TO DO: Give back each line of the data exactly.
==========
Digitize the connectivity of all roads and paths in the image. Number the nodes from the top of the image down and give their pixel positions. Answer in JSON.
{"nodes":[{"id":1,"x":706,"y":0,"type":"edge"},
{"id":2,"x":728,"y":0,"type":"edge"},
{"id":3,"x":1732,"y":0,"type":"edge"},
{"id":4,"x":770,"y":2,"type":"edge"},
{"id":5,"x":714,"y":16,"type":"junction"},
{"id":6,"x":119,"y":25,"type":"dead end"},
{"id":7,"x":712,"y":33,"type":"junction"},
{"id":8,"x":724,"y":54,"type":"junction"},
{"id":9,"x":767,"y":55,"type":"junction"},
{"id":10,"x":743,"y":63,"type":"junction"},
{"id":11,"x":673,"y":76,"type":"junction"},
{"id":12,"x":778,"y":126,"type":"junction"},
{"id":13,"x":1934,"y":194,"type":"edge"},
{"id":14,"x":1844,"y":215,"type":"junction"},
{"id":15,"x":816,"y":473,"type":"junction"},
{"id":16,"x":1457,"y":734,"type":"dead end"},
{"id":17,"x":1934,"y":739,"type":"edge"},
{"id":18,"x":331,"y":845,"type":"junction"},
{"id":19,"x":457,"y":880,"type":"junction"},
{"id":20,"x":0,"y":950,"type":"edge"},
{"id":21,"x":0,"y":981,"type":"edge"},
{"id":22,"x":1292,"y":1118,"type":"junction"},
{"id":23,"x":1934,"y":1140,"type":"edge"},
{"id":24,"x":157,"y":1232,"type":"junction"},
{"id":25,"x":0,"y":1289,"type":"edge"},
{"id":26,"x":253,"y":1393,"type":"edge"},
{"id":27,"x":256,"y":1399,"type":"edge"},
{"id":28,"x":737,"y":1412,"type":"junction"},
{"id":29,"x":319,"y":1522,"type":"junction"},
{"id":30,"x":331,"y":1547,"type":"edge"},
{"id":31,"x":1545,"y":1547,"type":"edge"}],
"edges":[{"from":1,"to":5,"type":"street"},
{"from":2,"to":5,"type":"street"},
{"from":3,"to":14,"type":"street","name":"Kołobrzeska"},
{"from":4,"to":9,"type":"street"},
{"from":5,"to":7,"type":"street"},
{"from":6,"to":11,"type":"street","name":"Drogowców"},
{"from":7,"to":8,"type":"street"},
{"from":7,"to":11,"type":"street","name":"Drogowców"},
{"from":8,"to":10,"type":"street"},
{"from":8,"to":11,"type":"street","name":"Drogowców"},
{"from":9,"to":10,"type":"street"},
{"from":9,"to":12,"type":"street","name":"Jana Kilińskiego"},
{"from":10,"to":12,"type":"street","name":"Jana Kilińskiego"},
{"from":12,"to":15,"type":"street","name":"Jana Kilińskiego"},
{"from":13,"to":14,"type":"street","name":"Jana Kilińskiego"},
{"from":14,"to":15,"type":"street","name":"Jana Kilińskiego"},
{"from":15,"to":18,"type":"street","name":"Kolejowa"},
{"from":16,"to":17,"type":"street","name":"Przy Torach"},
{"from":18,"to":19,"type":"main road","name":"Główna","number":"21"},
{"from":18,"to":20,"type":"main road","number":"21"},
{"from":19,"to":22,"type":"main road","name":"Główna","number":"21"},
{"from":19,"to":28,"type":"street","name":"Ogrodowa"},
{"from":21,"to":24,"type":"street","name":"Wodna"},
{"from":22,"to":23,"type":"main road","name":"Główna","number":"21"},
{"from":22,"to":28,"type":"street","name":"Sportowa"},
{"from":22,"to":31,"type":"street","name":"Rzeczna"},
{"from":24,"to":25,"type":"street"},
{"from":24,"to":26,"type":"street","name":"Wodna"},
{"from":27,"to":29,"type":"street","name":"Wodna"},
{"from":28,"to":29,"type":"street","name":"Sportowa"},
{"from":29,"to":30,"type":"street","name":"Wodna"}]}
==========
FINISHED TASK:
Digitize the connectivity of all roads and paths in the image. Number the nodes from the top of the image down and give their pixel positions. Answer in JSON.
{"nodes":[{"id":1,"x":706,"y":0,"type":"edge"},
{"id":2,"x":728,"y":0,"type":"edge"},
{"id":3,"x":1732,"y":0,"type":"edge"},
{"id":4,"x":770,"y":2,"type":"edge"},
{"id":5,"x":714,"y":16,"type":"junction"},
{"id":6,"x":119,"y":25,"type":"dead end"},
{"id":7,"x":712,"y":33,"type":"junction"},
{"id":8,"x":724,"y":54,"type":"junction"},
{"id":9,"x":767,"y":55,"type":"junction"},
{"id":10,"x":743,"y":63,"type":"junction"},
{"id":11,"x":673,"y":76,"type":"junction"},
{"id":12,"x":778,"y":126,"type":"junction"},
{"id":13,"x":1934,"y":194,"type":"edge"},
{"id":14,"x":1844,"y":215,"type":"junction"},
{"id":15,"x":816,"y":473,"type":"junction"},
{"id":16,"x":1457,"y":734,"type":"dead end"},
{"id":17,"x":1934,"y":739,"type":"edge"},
{"id":18,"x":331,"y":845,"type":"junction"},
{"id":19,"x":457,"y":880,"type":"junction"},
{"id":20,"x":0,"y":950,"type":"edge"},
{"id":21,"x":0,"y":981,"type":"edge"},
{"id":22,"x":1292,"y":1118,"type":"junction"},
{"id":23,"x":1934,"y":1140,"type":"edge"},
{"id":24,"x":157,"y":1232,"type":"junction"},
{"id":25,"x":0,"y":1289,"type":"edge"},
{"id":26,"x":253,"y":1393,"type":"edge"},
{"id":27,"x":256,"y":1399,"type":"edge"},
{"id":28,"x":737,"y":1412,"type":"junction"},
{"id":29,"x":319,"y":1522,"type":"junction"},
{"id":30,"x":331,"y":1547,"type":"edge"},
{"id":31,"x":1545,"y":1547,"type":"edge"}],
"edges":[{"from":1,"to":5,"type":"street"},
{"from":2,"to":5,"type":"street"},
{"from":3,"to":14,"type":"street","name":"Kołobrzeska"},
{"from":4,"to":9,"type":"street"},
{"from":5,"to":7,"type":"street"},
{"from":6,"to":11,"type":"street","name":"Drogowców"},
{"from":7,"to":8,"type":"street"},
{"from":7,"to":11,"type":"street","name":"Drogowców"},
{"from":8,"to":10,"type":"street"},
{"from":8,"to":11,"type":"street","name":"Drogowców"},
{"from":9,"to":10,"type":"street"},
{"from":9,"to":12,"type":"street","name":"Jana Kilińskiego"},
{"from":10,"to":12,"type":"street","name":"Jana Kilińskiego"},
{"from":12,"to":15,"type":"street","name":"Jana Kilińskiego"},
{"from":13,"to":14,"type":"street","name":"Jana Kilińskiego"},
{"from":14,"to":15,"type":"street","name":"Jana Kilińskiego"},
{"from":15,"to":18,"type":"street","name":"Kolejowa"},
{"from":16,"to":17,"type":"street","name":"Przy Torach"},
{"from":18,"to":19,"type":"main road","name":"Główna","number":"21"},
{"from":18,"to":20,"type":"main road","number":"21"},
{"from":19,"to":22,"type":"main road","name":"Główna","number":"21"},
{"from":19,"to":28,"type":"street","name":"Ogrodowa"},
{"from":21,"to":24,"type":"street","name":"Wodna"},
{"from":22,"to":23,"type":"main road","name":"Główna","number":"21"},
{"from":22,"to":28,"type":"street","name":"Sportowa"},
{"from":22,"to":31,"type":"street","name":"Rzeczna"},
{"from":24,"to":25,"type":"street"},
{"from":24,"to":26,"type":"street","name":"Wodna"},
{"from":27,"to":29,"type":"street","name":"Wodna"},
{"from":28,"to":29,"type":"street","name":"Sportowa"},
{"from":29,"to":30,"type":"street","name":"Wodna"}]}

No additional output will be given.